As you all know we had been toying with the idea of a 5er. Well after looking and looking some more, we went back to the 28RSDS. I really liked the 29FBHS, but the bunk placement just did not do it for us. We also looked at Cougars, a used Jayco and a Holiday Rambler. They just did not do it for us. I really liked the Cougar, but was not real comfortable with the price, considering that it may cause "new truck fever".









We were able to get the local dealer to match the Lakeshore price with shipping. They also included a Equalizer hitch, Maxx Air vents and are installing a Quickie Flush.

It looks like we are going to trade the 21RS as the tax and title savings are fairly large.

Happy Outbacking!

Tim action


----------



## socialstudiesmom (Nov 1, 2005)

Congratulations! You are going to love your Outback! Good choice!


----------



## Castle Rock Outbackers (Jan 18, 2004)

Way to go, Tim. If we had a more powerful tow vehicle and larger storage space, the 28 RSDS would be our choice as well in the travel trailer line.

Randy


----------



## zoomzoom8 (Nov 8, 2005)

Congrats! Glad to hear you kept an Outback in the family!


----------



## PDX_Doug (Nov 16, 2004)

Way to go, Tim! Whoo Hoo!!!









You are going to love the layout!

Happy Trails,
Doug


----------



## hurricaneplumber (Apr 12, 2004)

Weak, you are!!!!

Just great, now in Niagara Falls my wife will see new campers and trucks. I must resist, resist....

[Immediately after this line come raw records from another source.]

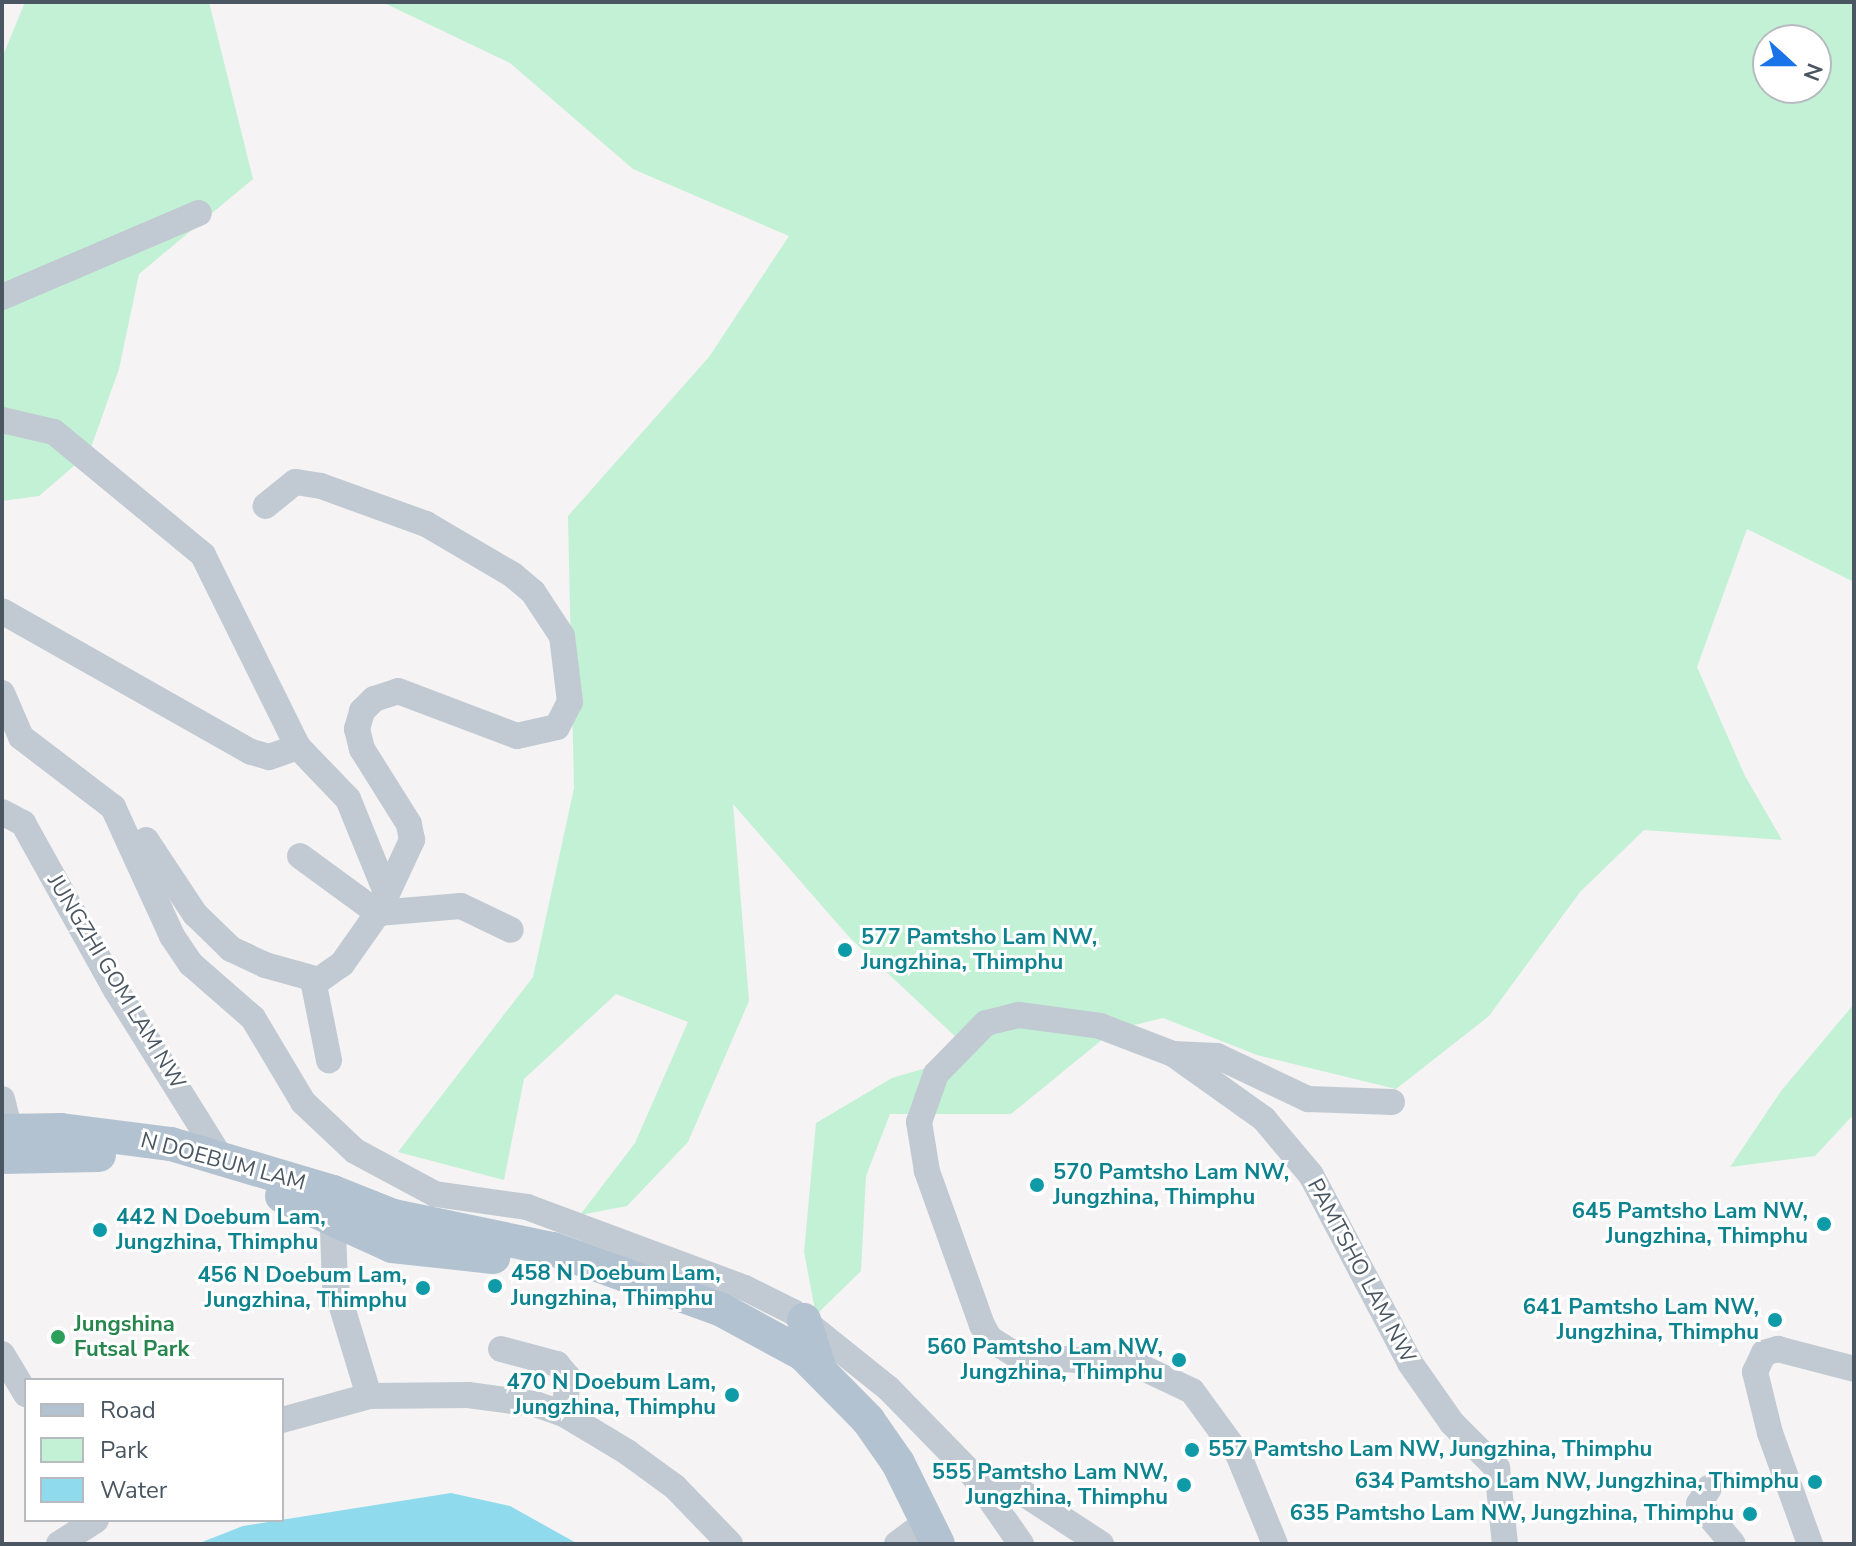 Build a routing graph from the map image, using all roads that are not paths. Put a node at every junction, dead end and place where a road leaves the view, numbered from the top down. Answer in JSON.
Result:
{"nodes":[{"id":1,"x":199,"y":213,"type":"dead end"},
{"id":2,"x":2,"y":297,"type":"edge"},
{"id":3,"x":2,"y":420,"type":"edge"},
{"id":4,"x":265,"y":506,"type":"dead end"},
{"id":5,"x":2,"y":611,"type":"edge"},
{"id":6,"x":2,"y":693,"type":"edge"},
{"id":7,"x":298,"y":747,"type":"junction"},
{"id":8,"x":113,"y":807,"type":"junction"},
{"id":9,"x":2,"y":812,"type":"edge"},
{"id":10,"x":300,"y":856,"type":"dead end"},
{"id":11,"x":382,"y":902,"type":"junction"},
{"id":12,"x":511,"y":930,"type":"dead end"},
{"id":13,"x":313,"y":980,"type":"junction"},
{"id":14,"x":1173,"y":1054,"type":"junction"},
{"id":15,"x":329,"y":1060,"type":"dead end"},
{"id":16,"x":1392,"y":1102,"type":"dead end"},
{"id":17,"x":4,"y":1129,"type":"edge"},
{"id":18,"x":223,"y":1161,"type":"junction"},
{"id":19,"x":332,"y":1204,"type":"junction"},
{"id":20,"x":804,"y":1320,"type":"junction"},
{"id":21,"x":501,"y":1349,"type":"dead end"},
{"id":22,"x":2,"y":1354,"type":"edge"},
{"id":23,"x":819,"y":1367,"type":"junction"},
{"id":24,"x":1854,"y":1369,"type":"edge"},
{"id":25,"x":24,"y":1391,"type":"edge"},
{"id":26,"x":369,"y":1396,"type":"junction"},
{"id":27,"x":564,"y":1414,"type":"junction"},
{"id":28,"x":284,"y":1419,"type":"edge"},
{"id":29,"x":974,"y":1476,"type":"junction"},
{"id":30,"x":1709,"y":1488,"type":"dead end"},
{"id":31,"x":93,"y":1522,"type":"edge"},
{"id":32,"x":917,"y":1541,"type":"edge"},
{"id":33,"x":59,"y":1544,"type":"edge"},
{"id":34,"x":730,"y":1544,"type":"edge"},
{"id":35,"x":1021,"y":1544,"type":"edge"},
{"id":36,"x":1101,"y":1544,"type":"edge"},
{"id":37,"x":1275,"y":1544,"type":"edge"},
{"id":38,"x":1505,"y":1544,"type":"edge"},
{"id":39,"x":1733,"y":1544,"type":"edge"},
{"id":40,"x":1810,"y":1544,"type":"edge"}],
"edges":[{"from":1,"to":2,"type":"street"},
{"from":3,"to":7,"type":"street"},
{"from":4,"to":11,"type":"street"},
{"from":5,"to":7,"type":"street"},
{"from":6,"to":8,"type":"street"},
{"from":7,"to":11,"type":"street"},
{"from":8,"to":13,"type":"street"},
{"from":8,"to":20,"type":"street"},
{"from":9,"to":18,"type":"street","name":"JUNGZHI GOM LAM NW"},
{"from":10,"to":11,"type":"street"},
{"from":11,"to":12,"type":"street"},
{"from":11,"to":13,"type":"street"},
{"from":13,"to":15,"type":"street"},
{"from":14,"to":16,"type":"street"},
{"from":14,"to":37,"type":"street","name":"PAMTSHO LAM NW"},
{"from":14,"to":38,"type":"street","name":"PAMTSHO LAM NW"},
{"from":17,"to":18,"type":"main road","name":"N DOEBUM LAM"},
{"from":17,"to":19,"type":"main road","name":"N DOEBUM LAM"},
{"from":18,"to":19,"type":"main road","name":"N DOEBUM LAM"},
{"from":19,"to":23,"type":"main road","name":"N DOEBUM LAM"},
{"from":19,"to":26,"type":"street"},
{"from":19,"to":32,"type":"main road","name":"N DOEBUM LAM"},
{"from":20,"to":23,"type":"main road"},
{"from":20,"to":29,"type":"street"},
{"from":21,"to":27,"type":"street"},
{"from":22,"to":25,"type":"street"},
{"from":23,"to":32,"type":"main road","name":"N DOEBUM LAM"},
{"from":24,"to":40,"type":"street"},
{"from":26,"to":27,"type":"street"},
{"from":26,"to":28,"type":"street"},
{"from":27,"to":34,"type":"street"},
{"from":29,"to":35,"type":"street"},
{"from":29,"to":36,"type":"street"},
{"from":30,"to":39,"type":"street"},
{"from":31,"to":33,"type":"street"}]} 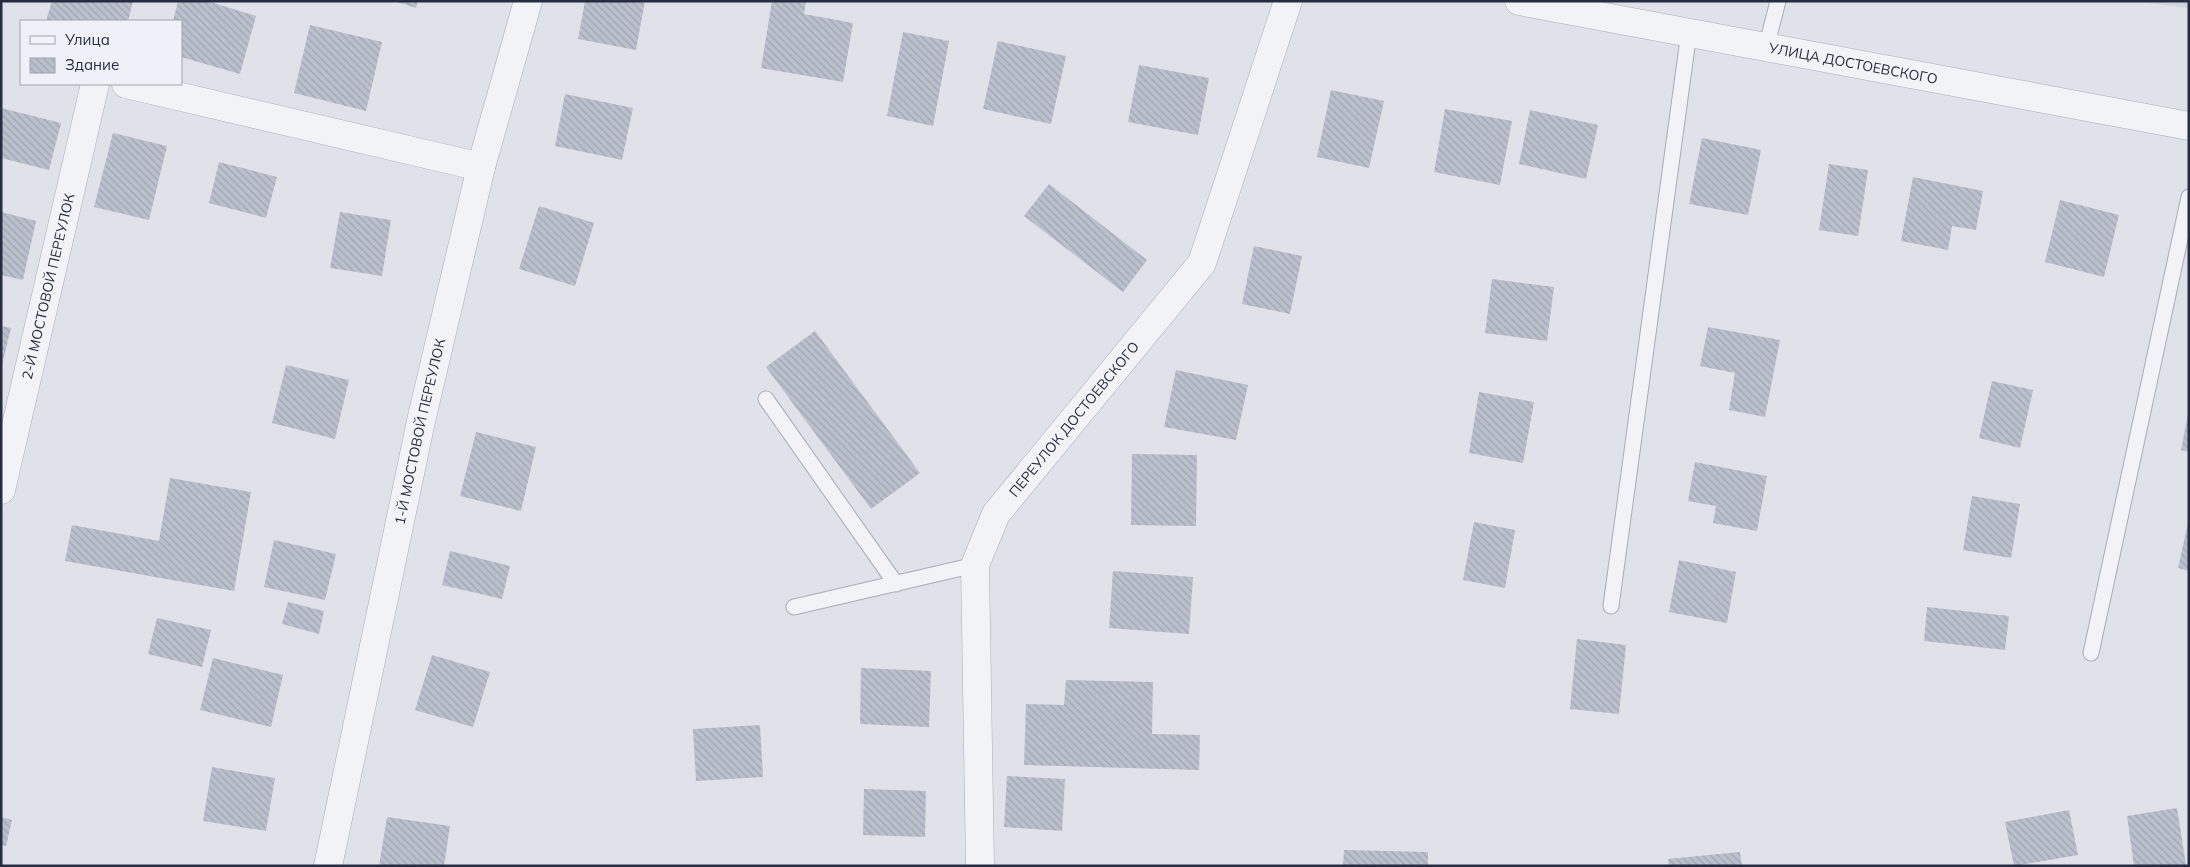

Can't wait to see your new lodge.

Nice job









kevin


----------



## Fire44 (Mar 6, 2005)

Congrads Tim!!!!!!

Does that mean you are coming over this way tomorrow????

Gary


----------



## Highlander96 (Mar 1, 2005)

No Gary. We stuck with the local dealer. It was just much closer to deal with.

I really appreciate everyone's input on our decision making. All of the PM's and those long nights in the chat room!!!!

Happy Outbacking!

Tim sunny

Now, If I only still had my boat...............


----------



## 2500Ram (Oct 30, 2005)

Congrats on the new TT. I've got to stay away from this fever, it's running ramp-id lately.

Bill.


----------



## Highlander96 (Mar 1, 2005)

2500Ram said:


> Congrats on the new TT. I've got to stay away from this fever, it's running ramp-id lately.
> 
> Bill.
> [snapback]78806[/snapback]​


Bill.....Guess what one of my first new mods is going to be????









Tim


----------



## 2500Ram (Oct 30, 2005)

Highlander96 said:


> 2500Ram said:
> 
> 
> > Congrats on the new TT.Â I've got to stay away from this fever, it's running ramp-id lately.
> ...


I'm not sure, a quickie flush


----------



## Highlander96 (Mar 1, 2005)

2500Ram said:


> Highlander96 said:
> 
> 
> > 2500Ram said:
> ...


West Virginia State Flower


----------



## tdvffjohn (Mar 10, 2005)

Good to hear!!

Good Luck and let the mod list get started









John


----------



## HootBob (Apr 26, 2004)

Way to go Tim so you're staying with Outback
Can't wait to see some pics









Don


----------



## 2500Ram (Oct 30, 2005)

Highlander96 said:


> 2500Ram said:
> 
> 
> > Highlander96 said:
> ...


Are there online courses for sarcasm







I need some help.

Yes I figured it would be a Sat, great mod and relatively easy if your wiring guy wasn't the same tank labeler.

Bill.


----------



## Highlander96 (Mar 1, 2005)

I just like calling it by that name. My best friend was here Friday night and he is from West by God Virginia...........









Happy Outbacking!









Tim


----------



## Katrina (Dec 16, 2004)

Yeah, but you can't pull a skier behind it can you?


----------



## gone campin (Jan 29, 2006)

Highlander96 said:


> Good afternoon.....
> 
> I am happy to report that we just put a deposit down on a 2006 28RSDS. We will pick it up sometime this weekend or early next week.
> 
> ...


Hi Tim,
Congratulations! We just picked ours up Saturday. I see you are right around the corner from us. We are in Towson. The only Outback dealer I found in this area was Leo's, do you know of another one? Or did you go to Leo's as well if you don't mind me asking.?

Linda


----------



## Highlander96 (Mar 1, 2005)

gone campin said:


> Highlander96 said:
> 
> 
> > Good afternoon.....
> ...


Linda,

Welcome to the fray....We did buy from Leo's. GM Is a friend of the family. Actually, this is our second unit from them. We live right off of Magledt Road, off of Joppa.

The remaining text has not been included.